Little People: Chapter 3

They had defined the Alior as Family.

It wasn’t translated from any specific language so Kashmir didn’t understand where it came from. He thought it was ironic, though, seeing as families were usually synonymous with love and not so much violence.

There had been six of them, and they had believed that it was their job to spark the revolution. That had been across the ocean, over a lifetime ago. Kashmir didn’t like remembering it. Now, he wasn’t sure whether that was because of the pain of the memories or the confusion.

His father had filled his head with all these ideas of how terrifying the Alior was, how harmful their beliefs were. Kashmir had begun to think that those words were not spoken out of anger or any kind of strength, but out of fear.

Fear was many times too-great a motivator.

But the Alior had been fighting for peace. A dictator had risen up in the middle of Qurdoba’s struggles—he had called himself Jakori Makievich and said that he could “save them”. Most likely, no one knew exactly from what they were being saved, just that they were unhappy and wanted a way out.

It had sparked a civil war. Kashmir had been too young and too-well hidden away during the fighting to formulate his own opinion, and in the many nights he’d lain awake thinking of it now—safe, in a new home, surrounded by new people, with his own “Alior” of sorts—he had changed his mind more times than he could count. It had gotten to the point where his head hurt just thinking about any of it.

There was only one thing that had really led him to start thinking that Makievich’s ideals may not have been entirely innocent—magic. Magic hadn’t existed in Irloqin before this point, but that was Makievich’s plan—his big secret and the key to saving his country from ruin. Somehow, he had discovered it, and he planned to harness it, use it to his advantage. Kashmir still wasn’t sure how that was supposed to have worked, but it hadn’t, so he assumed he didn’t have to try to understand.

The rest of the world had been gifted magic instead. Gifted was most definitely too nice a term, but it was the one Kashmir preferred—magic had cursed Qurdoba and blessed the rest of Irloqin in its stead.

Of course, not everyone was given magic—it seemed to have been distributed at random. The way his father had explained it was that magic was like a ticking bomb. It had been captured and held in a cage and, eventually, it would explode.

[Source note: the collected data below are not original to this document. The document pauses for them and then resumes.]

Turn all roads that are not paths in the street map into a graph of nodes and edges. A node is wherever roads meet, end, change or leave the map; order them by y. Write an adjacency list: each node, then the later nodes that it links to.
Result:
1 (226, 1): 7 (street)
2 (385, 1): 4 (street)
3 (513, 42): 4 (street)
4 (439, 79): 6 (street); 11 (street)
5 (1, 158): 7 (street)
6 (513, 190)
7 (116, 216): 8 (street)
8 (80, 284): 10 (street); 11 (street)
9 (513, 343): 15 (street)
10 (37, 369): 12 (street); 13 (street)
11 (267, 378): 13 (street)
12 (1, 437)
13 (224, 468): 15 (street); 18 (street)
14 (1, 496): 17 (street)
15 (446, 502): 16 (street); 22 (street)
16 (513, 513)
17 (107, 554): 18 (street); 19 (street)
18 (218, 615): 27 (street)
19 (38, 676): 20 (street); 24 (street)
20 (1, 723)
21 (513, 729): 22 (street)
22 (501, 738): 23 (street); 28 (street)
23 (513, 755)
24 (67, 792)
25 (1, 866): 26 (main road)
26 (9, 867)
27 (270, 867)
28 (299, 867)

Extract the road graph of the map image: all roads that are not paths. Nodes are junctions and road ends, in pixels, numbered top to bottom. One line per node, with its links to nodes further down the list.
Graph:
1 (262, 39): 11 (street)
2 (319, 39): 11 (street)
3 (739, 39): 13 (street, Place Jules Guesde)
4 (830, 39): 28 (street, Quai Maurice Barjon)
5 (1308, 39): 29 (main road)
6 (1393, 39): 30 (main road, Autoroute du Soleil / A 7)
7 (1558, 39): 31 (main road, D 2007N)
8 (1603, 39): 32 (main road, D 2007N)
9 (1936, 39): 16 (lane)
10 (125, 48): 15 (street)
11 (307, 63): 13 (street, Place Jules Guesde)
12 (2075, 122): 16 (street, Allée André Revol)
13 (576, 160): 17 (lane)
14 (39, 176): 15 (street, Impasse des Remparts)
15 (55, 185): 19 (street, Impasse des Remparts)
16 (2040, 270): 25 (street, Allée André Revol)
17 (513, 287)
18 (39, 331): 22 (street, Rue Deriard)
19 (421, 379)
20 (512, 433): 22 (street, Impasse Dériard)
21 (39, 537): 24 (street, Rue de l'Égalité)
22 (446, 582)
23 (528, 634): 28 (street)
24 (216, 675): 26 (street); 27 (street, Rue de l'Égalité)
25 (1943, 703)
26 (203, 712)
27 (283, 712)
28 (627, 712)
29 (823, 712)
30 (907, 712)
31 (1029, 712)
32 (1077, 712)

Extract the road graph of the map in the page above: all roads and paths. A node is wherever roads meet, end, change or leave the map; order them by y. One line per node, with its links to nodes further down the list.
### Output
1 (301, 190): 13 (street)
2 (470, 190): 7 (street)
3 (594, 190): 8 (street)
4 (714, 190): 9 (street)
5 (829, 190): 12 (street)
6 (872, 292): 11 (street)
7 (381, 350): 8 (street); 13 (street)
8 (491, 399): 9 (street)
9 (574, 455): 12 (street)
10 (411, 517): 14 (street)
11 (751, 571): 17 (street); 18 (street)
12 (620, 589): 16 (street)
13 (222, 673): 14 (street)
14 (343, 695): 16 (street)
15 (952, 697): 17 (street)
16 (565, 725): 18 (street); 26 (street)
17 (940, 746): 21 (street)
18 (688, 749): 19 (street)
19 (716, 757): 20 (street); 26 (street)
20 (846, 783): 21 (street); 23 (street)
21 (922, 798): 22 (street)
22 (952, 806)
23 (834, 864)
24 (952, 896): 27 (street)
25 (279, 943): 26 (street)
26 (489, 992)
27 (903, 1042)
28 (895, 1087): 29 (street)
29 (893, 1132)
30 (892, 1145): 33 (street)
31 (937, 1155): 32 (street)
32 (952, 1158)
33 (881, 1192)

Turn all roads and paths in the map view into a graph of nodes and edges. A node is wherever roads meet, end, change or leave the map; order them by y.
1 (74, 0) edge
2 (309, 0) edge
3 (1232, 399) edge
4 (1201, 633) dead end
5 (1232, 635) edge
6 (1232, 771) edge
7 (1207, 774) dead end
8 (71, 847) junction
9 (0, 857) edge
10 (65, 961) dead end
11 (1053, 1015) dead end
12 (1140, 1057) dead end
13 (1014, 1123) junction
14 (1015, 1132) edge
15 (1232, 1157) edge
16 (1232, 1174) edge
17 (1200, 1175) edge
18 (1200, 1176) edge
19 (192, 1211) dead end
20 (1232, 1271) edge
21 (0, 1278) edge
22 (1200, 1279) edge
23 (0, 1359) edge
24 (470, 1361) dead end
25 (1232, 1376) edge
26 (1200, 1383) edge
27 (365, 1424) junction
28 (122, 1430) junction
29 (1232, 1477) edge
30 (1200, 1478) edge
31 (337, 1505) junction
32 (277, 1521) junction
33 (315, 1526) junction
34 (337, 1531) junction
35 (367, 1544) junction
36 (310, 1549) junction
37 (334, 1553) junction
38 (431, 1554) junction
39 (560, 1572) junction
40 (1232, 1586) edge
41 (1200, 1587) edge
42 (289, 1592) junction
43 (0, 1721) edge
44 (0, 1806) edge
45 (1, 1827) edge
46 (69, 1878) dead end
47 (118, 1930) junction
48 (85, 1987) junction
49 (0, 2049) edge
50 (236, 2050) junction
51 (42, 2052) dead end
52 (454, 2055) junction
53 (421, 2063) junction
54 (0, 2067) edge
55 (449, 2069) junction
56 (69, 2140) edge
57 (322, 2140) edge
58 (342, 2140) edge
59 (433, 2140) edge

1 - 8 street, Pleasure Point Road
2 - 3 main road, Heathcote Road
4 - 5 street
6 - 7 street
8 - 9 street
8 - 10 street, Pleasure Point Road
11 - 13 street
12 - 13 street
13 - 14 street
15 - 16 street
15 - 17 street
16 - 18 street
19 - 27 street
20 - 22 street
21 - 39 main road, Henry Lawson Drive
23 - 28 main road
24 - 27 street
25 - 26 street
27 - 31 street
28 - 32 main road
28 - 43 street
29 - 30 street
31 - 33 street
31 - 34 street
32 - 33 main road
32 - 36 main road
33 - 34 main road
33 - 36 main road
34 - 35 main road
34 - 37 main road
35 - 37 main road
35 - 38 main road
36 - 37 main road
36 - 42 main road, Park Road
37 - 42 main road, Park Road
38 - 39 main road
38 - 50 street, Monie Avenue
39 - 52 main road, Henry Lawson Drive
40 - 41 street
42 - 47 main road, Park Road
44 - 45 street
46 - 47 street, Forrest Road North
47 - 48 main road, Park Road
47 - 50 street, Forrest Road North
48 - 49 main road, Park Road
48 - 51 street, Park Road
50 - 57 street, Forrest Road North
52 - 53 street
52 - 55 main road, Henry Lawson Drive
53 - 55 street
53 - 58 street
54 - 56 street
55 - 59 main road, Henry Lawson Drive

And that is exactly what happened.

It exploded, and all of a sudden, all around the world, families were waking up to find themselves with extraordinary children, and children were waking up to find themselves with extraordinary families. The change was immediate and catastrophic and irreversible. Some had loved it, some couldn’t care less, and some—like the king and queen of Atija, like Myrin Ochoa—had despised it with all they had.

Some had reasons—Myrin was Qurdoban, her father had been killed in the civil war, and magic had been the cause. Kashmir didn’t like how this hatred had built in her, but he couldn’t blame her for its present. Cassius and Adaline Santora, however, had no reason behind the lengths they went to to stifle magic from their lands.

Kashmir’s father had told him this would happen, that some people just weren’t meant to understand. These were the people who didn’t deserve the gift at all.

If it wasn’t given to me, then no one should have it, and I will burn villages to the ground if it means preserving ourselves from such dangers.

It was ironic, Kashmir thought, to have one’s biggest fear be fear itself, and yet that was always what he had believed his to be. Because fear manifested in so many ways, took so many forms and led to so many disasters—how could he not be afraid of it?

The worst of all these disasters, though, he knew had to be the anger. The hatred that came from not being able to understand something. That was the worst devastation of all. He had seen it with his own eyes and he would forever wish, pointlessly, for it to vanish forever from his mind.

But Kashmir had come to learn that memories didn’t work like that. He kept forgetting, which made it ever the more painful when he remembered.

Some things you just never forget.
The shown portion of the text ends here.